:: The problem ::
Read through the entries below and copy each line where "Сержа" turns up.
(Supplied records Opens)
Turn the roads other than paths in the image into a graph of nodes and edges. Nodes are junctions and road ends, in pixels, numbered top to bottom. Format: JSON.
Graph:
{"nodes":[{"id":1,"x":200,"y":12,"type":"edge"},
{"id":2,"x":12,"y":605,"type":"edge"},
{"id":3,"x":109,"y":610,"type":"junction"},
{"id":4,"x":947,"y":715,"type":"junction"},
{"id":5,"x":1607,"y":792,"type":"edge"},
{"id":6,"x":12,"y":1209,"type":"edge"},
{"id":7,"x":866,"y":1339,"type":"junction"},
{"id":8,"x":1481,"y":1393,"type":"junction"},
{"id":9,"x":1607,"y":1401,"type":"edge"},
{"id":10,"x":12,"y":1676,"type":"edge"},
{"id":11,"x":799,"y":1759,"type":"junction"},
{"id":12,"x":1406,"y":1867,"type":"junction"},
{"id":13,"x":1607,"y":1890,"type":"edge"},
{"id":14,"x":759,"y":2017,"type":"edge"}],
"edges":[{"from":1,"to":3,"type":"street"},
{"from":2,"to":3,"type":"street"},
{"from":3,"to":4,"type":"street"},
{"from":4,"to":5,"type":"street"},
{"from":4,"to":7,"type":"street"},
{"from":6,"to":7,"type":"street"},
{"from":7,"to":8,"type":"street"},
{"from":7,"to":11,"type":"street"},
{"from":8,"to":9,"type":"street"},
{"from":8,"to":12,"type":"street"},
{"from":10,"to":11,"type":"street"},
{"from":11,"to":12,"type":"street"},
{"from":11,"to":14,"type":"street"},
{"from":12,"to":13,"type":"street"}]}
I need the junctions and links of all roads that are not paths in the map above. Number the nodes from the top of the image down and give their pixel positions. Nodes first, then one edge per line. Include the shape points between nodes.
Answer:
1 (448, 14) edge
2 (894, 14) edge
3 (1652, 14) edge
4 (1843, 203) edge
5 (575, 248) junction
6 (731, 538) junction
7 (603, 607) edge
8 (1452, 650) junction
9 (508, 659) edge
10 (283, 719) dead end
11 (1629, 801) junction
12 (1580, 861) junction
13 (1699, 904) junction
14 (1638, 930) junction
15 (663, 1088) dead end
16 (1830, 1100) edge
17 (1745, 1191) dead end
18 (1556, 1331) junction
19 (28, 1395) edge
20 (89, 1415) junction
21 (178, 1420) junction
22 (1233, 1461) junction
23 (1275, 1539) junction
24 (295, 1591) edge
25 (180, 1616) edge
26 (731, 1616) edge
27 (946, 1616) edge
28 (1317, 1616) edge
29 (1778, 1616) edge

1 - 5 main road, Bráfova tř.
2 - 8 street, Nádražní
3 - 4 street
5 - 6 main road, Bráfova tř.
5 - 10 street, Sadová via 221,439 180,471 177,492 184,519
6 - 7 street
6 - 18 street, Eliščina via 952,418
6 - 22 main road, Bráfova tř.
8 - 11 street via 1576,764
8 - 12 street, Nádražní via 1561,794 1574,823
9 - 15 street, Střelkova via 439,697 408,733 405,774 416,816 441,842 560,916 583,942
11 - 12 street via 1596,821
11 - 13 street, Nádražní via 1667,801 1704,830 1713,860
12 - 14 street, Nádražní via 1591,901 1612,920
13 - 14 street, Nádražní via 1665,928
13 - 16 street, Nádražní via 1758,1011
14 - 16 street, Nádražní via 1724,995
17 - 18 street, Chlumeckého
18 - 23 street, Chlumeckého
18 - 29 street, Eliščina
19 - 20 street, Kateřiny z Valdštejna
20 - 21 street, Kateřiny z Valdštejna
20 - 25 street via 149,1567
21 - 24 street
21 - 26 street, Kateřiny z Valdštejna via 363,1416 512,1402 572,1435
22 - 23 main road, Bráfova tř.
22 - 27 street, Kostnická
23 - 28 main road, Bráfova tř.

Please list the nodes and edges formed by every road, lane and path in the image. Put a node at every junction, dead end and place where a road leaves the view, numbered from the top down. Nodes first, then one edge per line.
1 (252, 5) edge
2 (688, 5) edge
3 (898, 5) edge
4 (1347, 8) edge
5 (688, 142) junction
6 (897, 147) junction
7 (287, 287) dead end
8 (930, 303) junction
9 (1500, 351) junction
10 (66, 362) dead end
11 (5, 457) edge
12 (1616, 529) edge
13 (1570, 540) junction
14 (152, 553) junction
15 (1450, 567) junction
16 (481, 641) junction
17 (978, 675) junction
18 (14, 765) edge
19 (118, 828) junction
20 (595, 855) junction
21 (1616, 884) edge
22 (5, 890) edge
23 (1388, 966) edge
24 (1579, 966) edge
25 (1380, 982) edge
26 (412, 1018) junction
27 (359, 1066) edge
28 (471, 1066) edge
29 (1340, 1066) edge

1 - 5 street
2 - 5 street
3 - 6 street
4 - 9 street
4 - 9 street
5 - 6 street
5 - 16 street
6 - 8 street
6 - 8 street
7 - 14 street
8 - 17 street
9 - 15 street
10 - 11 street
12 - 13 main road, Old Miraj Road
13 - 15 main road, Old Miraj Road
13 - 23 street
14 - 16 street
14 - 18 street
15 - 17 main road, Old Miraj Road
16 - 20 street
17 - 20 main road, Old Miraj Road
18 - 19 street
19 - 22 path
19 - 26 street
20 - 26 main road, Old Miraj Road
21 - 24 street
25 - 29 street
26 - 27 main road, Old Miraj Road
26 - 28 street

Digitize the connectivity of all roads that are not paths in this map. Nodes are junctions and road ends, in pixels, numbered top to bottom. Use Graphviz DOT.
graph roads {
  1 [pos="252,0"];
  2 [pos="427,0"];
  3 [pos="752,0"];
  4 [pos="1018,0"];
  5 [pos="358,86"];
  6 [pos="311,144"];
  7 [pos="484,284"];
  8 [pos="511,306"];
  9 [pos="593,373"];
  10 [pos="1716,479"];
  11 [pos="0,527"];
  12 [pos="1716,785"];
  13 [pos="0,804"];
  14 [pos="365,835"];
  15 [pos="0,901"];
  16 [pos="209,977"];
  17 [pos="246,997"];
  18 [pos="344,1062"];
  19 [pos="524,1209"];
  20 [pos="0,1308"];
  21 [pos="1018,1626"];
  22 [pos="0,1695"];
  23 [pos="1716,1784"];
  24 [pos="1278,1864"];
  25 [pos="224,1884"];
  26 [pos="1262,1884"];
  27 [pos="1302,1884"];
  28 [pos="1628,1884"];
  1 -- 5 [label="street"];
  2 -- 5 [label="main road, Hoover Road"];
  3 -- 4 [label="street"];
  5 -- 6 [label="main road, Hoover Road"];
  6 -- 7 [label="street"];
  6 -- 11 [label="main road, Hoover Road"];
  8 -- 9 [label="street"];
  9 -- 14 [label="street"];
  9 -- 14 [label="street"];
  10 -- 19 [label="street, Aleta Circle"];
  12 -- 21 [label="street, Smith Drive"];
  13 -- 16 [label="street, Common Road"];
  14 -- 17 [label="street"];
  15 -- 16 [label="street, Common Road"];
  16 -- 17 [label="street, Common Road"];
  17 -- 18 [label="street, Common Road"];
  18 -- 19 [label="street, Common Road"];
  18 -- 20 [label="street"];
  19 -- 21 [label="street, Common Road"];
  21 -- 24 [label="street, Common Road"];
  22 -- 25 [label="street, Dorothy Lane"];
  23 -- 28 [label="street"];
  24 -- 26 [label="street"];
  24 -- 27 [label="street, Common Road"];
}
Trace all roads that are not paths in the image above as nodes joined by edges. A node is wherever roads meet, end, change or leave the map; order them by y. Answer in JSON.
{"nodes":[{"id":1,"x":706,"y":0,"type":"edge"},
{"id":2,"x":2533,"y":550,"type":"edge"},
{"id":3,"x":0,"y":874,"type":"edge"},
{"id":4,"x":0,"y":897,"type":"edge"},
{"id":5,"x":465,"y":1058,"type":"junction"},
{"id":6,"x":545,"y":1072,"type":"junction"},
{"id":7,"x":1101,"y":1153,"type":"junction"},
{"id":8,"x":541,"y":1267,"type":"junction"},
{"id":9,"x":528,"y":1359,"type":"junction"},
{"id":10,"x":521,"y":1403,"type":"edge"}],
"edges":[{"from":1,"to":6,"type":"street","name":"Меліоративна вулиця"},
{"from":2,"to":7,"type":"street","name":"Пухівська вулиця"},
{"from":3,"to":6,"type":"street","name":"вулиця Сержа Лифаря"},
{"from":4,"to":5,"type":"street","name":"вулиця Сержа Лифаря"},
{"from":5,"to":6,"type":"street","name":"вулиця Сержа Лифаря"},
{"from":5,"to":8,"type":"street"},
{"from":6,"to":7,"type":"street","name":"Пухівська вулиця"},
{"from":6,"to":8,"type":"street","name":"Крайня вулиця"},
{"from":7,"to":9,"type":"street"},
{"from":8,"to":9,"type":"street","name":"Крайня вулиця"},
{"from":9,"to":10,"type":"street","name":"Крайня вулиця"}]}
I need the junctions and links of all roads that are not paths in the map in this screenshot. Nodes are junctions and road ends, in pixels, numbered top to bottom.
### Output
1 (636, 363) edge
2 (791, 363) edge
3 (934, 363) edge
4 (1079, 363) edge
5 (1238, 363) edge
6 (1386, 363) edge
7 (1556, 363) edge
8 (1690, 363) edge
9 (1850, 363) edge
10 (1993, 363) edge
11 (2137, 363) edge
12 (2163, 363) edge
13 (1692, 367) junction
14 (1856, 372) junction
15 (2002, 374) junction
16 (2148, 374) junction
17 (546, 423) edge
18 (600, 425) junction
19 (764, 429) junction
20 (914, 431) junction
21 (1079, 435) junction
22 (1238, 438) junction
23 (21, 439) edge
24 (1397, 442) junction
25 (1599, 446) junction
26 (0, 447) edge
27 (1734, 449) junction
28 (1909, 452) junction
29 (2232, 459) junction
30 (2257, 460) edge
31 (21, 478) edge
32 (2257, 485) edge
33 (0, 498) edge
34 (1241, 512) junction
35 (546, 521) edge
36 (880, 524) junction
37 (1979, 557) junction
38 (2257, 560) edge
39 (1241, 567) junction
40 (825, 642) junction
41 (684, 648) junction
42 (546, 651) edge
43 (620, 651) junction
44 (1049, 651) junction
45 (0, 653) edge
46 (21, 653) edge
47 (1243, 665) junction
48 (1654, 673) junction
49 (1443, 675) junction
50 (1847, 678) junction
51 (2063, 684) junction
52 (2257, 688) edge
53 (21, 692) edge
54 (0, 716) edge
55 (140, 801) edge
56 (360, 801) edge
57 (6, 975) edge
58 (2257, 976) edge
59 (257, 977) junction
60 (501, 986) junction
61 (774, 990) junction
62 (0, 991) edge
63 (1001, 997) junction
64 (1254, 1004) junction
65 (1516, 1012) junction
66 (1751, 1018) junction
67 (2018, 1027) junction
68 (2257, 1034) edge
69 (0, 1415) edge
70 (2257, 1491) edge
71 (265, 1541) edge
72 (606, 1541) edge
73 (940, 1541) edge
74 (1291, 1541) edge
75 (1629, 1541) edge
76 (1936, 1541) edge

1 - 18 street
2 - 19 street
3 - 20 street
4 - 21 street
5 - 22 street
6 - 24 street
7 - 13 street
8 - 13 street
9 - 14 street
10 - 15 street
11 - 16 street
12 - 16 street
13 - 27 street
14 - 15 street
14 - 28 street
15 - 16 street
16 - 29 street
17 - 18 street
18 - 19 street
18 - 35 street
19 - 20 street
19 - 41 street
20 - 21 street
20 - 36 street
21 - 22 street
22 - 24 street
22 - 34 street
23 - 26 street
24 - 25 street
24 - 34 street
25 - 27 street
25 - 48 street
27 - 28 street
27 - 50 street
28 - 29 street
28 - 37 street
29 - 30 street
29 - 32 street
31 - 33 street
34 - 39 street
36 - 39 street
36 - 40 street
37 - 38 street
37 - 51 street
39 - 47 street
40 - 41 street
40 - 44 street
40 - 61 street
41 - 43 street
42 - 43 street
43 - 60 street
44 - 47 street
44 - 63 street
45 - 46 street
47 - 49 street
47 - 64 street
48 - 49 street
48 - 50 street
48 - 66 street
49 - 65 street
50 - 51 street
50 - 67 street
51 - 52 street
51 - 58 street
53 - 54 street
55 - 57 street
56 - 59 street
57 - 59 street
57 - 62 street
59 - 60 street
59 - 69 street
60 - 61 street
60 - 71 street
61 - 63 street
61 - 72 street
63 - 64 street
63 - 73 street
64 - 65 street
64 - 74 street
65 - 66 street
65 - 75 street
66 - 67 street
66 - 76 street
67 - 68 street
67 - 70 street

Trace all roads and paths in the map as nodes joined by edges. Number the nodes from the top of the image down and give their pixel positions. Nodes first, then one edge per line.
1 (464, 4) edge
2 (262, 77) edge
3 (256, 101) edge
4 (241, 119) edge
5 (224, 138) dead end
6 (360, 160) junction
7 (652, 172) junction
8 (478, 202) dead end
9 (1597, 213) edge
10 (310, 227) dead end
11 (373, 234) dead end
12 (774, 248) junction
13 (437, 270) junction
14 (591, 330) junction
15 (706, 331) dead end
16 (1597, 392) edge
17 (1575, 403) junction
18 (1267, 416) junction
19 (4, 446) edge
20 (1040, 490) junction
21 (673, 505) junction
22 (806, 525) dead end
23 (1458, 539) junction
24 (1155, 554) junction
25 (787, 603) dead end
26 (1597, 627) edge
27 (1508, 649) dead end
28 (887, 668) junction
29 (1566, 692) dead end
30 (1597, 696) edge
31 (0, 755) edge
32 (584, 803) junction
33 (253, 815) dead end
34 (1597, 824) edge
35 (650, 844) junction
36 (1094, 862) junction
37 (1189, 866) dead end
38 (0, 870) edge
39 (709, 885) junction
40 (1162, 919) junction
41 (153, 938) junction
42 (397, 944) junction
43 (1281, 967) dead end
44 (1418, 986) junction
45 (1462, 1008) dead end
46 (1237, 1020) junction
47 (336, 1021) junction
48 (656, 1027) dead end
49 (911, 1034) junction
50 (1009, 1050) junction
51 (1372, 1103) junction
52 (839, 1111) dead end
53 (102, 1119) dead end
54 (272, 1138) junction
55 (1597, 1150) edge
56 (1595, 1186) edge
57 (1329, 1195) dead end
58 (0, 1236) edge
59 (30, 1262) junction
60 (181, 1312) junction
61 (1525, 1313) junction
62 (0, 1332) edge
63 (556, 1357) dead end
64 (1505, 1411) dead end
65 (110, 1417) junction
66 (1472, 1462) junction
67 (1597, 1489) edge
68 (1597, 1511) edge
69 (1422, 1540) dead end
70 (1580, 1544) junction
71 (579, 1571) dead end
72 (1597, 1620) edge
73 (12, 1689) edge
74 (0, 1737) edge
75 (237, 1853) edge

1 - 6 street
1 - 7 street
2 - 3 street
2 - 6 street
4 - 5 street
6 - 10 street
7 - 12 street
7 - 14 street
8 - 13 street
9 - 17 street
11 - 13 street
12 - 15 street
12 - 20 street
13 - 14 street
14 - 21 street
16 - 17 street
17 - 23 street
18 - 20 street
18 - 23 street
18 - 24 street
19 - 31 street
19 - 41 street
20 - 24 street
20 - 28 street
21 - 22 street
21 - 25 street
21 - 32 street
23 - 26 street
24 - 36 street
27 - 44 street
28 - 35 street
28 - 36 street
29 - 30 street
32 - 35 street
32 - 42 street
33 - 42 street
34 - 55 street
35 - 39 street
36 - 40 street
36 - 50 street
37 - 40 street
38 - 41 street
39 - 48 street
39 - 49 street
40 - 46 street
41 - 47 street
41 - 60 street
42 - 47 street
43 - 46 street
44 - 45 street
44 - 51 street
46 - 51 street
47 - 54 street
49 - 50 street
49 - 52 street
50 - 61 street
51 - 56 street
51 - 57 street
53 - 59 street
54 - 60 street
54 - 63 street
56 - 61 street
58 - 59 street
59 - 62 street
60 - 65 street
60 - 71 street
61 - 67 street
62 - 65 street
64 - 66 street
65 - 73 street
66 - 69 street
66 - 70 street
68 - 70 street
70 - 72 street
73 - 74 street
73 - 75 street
(Supplied records Closes)
:: Result ::
{"from":3,"to":6,"type":"street","name":"вулиця Сержа Лифаря"},
{"from":4,"to":5,"type":"street","name":"вулиця Сержа Лифаря"},
{"from":5,"to":6,"type":"street","name":"вулиця Сержа Лифаря"},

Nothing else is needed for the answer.